You can control where the code runs after the await, but you can't control where the built-in HttpClient.SendAsync API completes. AFAIK it is implemented to complete on the ThreadPool, and you can't do anything about it (apart from reimplementing the HttpClient from scratch). So as long as the ThreadPool is saturated, the HttpClient.SendAsync will not complete, because there is no ThreadPool thread available to complete it. When one becomes available, it will immediately reschedule the continuation to your CustomTaskScheduler, so that thread will have a minuscule work to do, and will be immediately available to do other pending ThreadPool work. Which is something, but most likely it won't help your case because there is something else that saturates your ThreadPool, that will soon steal this thread too.

The HttpClient.SendAsync is not special regarding where it completes. Most built-in .NET async APIs complete on the ThreadPool, including for example the Task.Delay method. So your best bet is to make sure that the ThreadPool is healthy, and there is no code in your application that aggresively starves it. A possible cause for a saturated ThreadPool might be a Parallel.ForEach loop call with unconfigured MaxDegreeOfParallelism, especially if the source of the loop is a blocking collection.

await is going to schedule the continuation to run via SynchronizationContext.Current, not necessarily TaskScheduler.Current. And many asynchronous operations are going to explicitly use the synchronization context, rather than the current task scheduler, or worse in your case, explicitly use the default scheduler/sync context instead of the current.

If you make your own synchronization context and set it as the current context when running operations using your custom thread pool (and to not be mean, set what was previously the current context when you're done) then those places won't use the thread pool. It's also worth noting that in your example, you have awaits outside of the custom task scheduler, which will all schedule their continuations using the thread pool, not your custom scheduler.

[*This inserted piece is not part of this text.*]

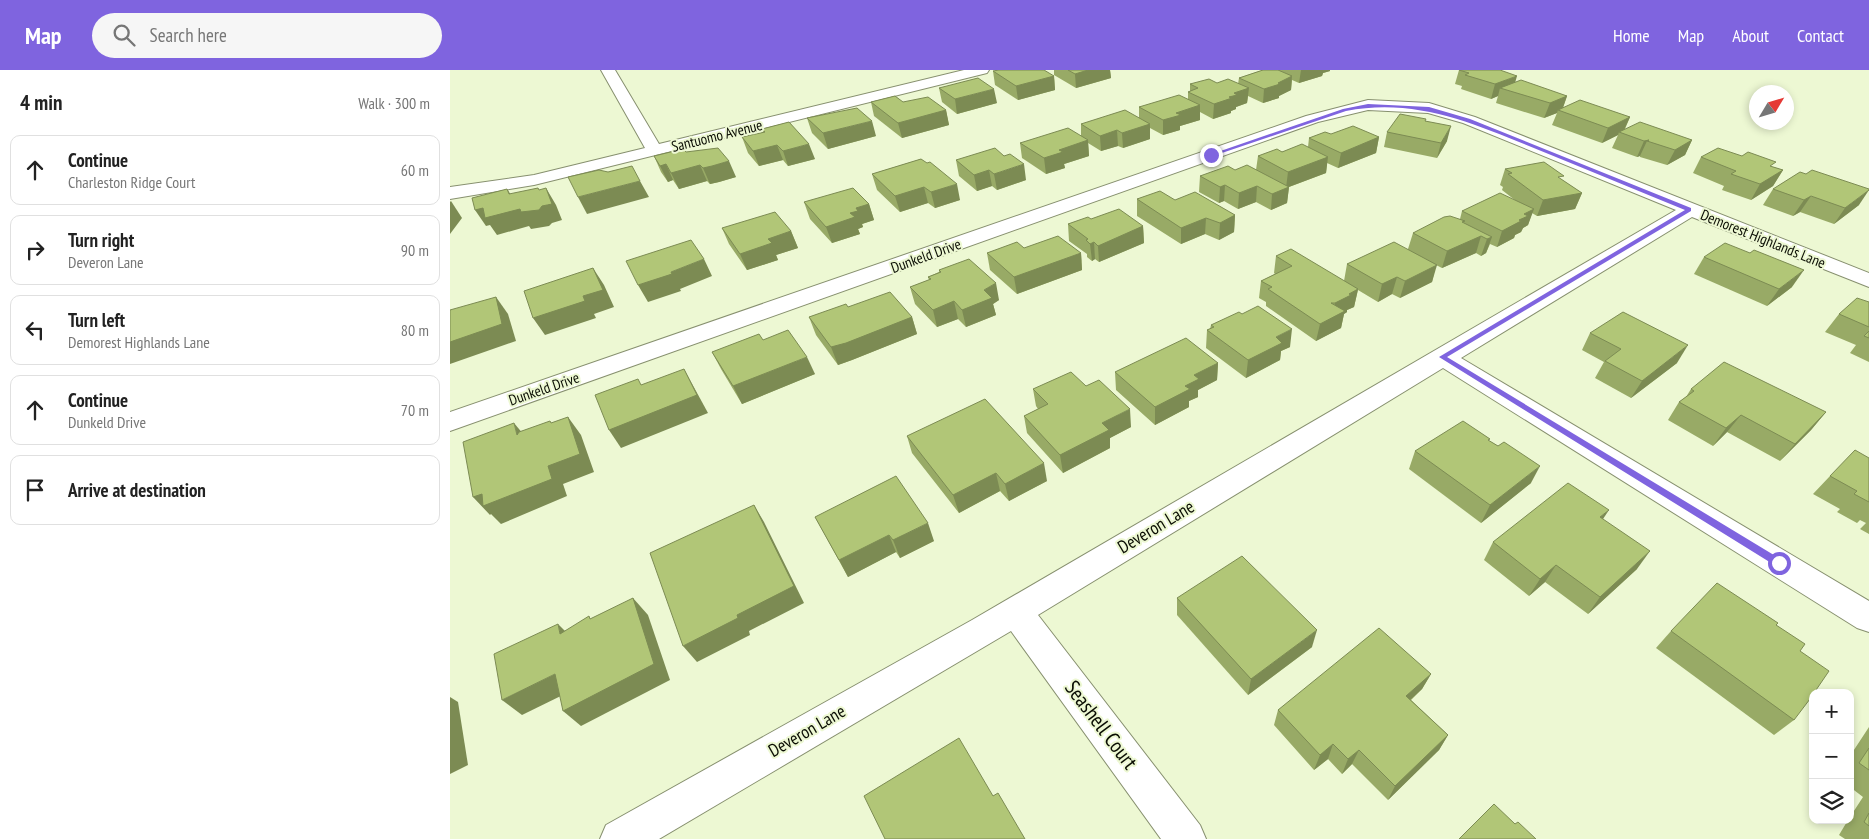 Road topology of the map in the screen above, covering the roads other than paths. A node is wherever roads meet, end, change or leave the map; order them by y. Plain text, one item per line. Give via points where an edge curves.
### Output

But even if you do all of that, you have a more fundamental problem that it's best practices for libraries to use ConfigureAwait(false) in most contexts, so they're going to intentionally ensure that their continuations run in the default thread pool thread rather than in your custom context, since they don't think they need it. You're simply going to have a bad time blocking the default thread pool and trying to work around that.

Instead of blocking the thread pool with long running work that prevents it from being used as intended, make that work use a custom thread pool (or just use LongRunning on Task.Run) so that all of the things that want to use the thread pool can.